Walter Elias Disney sat at his drawing desk in a makeshift studio in his father’s garage, pondering where life had taken him. So far, it had given him a rough ride.
Walter begins following his dream to be an artist by cartooning for his High School newspaper, drawing patriotic cartoons focused on the war over in Europe. Fascinated with the war, he quits school to join the army, but is rejected because he is underage.
Determined to be involved in the war effort, Walter joins the Red Cross as an ambulance driver. But by the time he arrives in France, armistice had been declared. War is over.
A “Talentless” Artist
Back home in Kansas City, Walter decides to embark on a career as a newspaper artist. He goes to the Kansas City Star to ask for a job. The editor glances at Walter’s drawings, and tells the young cartoonist that he has no talent. The 18-year-old Walter is heart broken.
So Walter decides to be an ambulance driver instead. But still no one wants to hire him.
Eventually, he decides to set up his own animation company. He hires a team of animators, including his close friend, cartoonist Ubbe Iwerks, and their cartoons are a big hit in Kansas City. But the profits aren’t big enough to pay the team Walter has hired. Debts mount up, and eventually Walter declares himself bankrupt. He’s let down himself and his team, including one of his closest friends.
The Tame Mouse
As Walter sat at his desk, reflecting on his series of failed ventures, a mouse scuttled across the garage floor. It looks at Walter with bold, curious eyes. Walter goes into the house, and brings out some crumbs to feed the little critter.
Over the next few days, the mouse becomes so tame that it will run across Disney’s drawing desk to collect scraps of food.
Failure Again – Betrayed In Hollywood
Five years on, Walter has made it to Hollywood. But again, he’s staring failure in the eyes, and this time, it’s left a bitter taste in his mouth.
The character he’s created with his team – Oswald the Lucky Rabbit – is a huge hit with the public. Buoyed by his success, Walter goes to his producer to ask for an increase in budget. With more money, he can create even better cartoons.

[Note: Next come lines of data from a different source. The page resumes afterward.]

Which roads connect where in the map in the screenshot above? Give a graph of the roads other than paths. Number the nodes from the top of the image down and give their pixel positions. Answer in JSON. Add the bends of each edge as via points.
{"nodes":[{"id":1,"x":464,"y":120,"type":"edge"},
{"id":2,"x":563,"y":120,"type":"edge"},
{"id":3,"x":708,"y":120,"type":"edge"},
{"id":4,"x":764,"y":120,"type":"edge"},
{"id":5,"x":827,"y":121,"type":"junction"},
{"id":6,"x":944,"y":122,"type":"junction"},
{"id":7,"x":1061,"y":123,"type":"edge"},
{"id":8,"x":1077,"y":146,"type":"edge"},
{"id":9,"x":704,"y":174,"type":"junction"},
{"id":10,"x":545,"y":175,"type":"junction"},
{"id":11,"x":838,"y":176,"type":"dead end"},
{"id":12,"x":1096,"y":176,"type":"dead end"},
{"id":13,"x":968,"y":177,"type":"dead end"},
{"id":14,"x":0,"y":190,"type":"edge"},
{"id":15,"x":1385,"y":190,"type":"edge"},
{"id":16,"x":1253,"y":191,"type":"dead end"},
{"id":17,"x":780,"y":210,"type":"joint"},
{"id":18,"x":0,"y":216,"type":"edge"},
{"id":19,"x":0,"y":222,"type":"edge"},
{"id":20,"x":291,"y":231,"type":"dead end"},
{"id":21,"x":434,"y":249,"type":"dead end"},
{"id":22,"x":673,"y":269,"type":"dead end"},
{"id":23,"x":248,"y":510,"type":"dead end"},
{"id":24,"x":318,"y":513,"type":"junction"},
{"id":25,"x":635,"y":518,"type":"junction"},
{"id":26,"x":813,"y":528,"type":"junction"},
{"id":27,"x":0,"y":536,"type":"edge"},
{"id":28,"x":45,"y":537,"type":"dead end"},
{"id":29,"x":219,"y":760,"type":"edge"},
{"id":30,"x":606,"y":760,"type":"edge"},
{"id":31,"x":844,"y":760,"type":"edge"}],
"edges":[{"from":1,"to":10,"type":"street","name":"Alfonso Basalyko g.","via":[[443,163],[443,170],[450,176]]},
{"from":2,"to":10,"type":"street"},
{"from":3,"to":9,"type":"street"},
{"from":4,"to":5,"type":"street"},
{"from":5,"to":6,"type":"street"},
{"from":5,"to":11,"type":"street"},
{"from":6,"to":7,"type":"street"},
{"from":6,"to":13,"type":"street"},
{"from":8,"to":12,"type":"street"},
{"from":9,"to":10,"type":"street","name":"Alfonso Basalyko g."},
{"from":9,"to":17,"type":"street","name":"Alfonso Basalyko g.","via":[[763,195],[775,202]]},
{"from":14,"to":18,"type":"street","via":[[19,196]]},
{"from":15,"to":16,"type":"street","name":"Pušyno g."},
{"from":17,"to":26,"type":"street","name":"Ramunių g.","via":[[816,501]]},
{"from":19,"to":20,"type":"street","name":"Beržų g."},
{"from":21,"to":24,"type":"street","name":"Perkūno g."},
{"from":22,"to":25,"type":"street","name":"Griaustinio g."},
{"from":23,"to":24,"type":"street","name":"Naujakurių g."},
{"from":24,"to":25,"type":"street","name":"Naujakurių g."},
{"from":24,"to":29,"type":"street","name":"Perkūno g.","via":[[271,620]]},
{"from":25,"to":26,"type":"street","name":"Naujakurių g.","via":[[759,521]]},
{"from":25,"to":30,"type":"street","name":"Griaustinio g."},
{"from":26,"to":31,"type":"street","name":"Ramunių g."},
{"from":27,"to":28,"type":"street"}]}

The producer refuses, and demands that Walter takes a budget cut of 20%. He reminds Walter that the studio owns all the rights for Oswald’s character. Worse, Walter finds that his team of animators – some of the best in the business – have already signed the new contract. The only one who stands by Walter is Ubbe Iwerks.
A Legend is Born
“Money doesn’t excite me – my ideas excite me.” – Walter Elias Disney
Feeling betrayed, Walter walks away from the producer and decides to start his own studio. He’s got to start from scratch, and he’s lost his team of some of the best talent in animation. What character can he and Ubbe come up with that will rival the success of Oswald the Lucky Rabbit? Ubbe Iwerks draws up sample sketches of a dog, a cat, a cow, a horse and a frog. None of them are good enough for Walter. They just aren’t quite right.
Racking his brains for inspiration, Walter suddenly remembers the friendly mouse in his Kansas studio. He grabs a pencil and draws up some sketches, handing them the Ubbe. Ubbe reworks the sketches so they can be animated..
With that, Mickey Mouse is created, and the legend of Walt Disney is born.
- Don’t take failure as an omen of your destiny. If you do, failure will become your destiny. Instead, take each knock-back as an opportunity to learn and grow.
- Cherish the small things that delight you – you never know when you will be able to return to them for inspiration.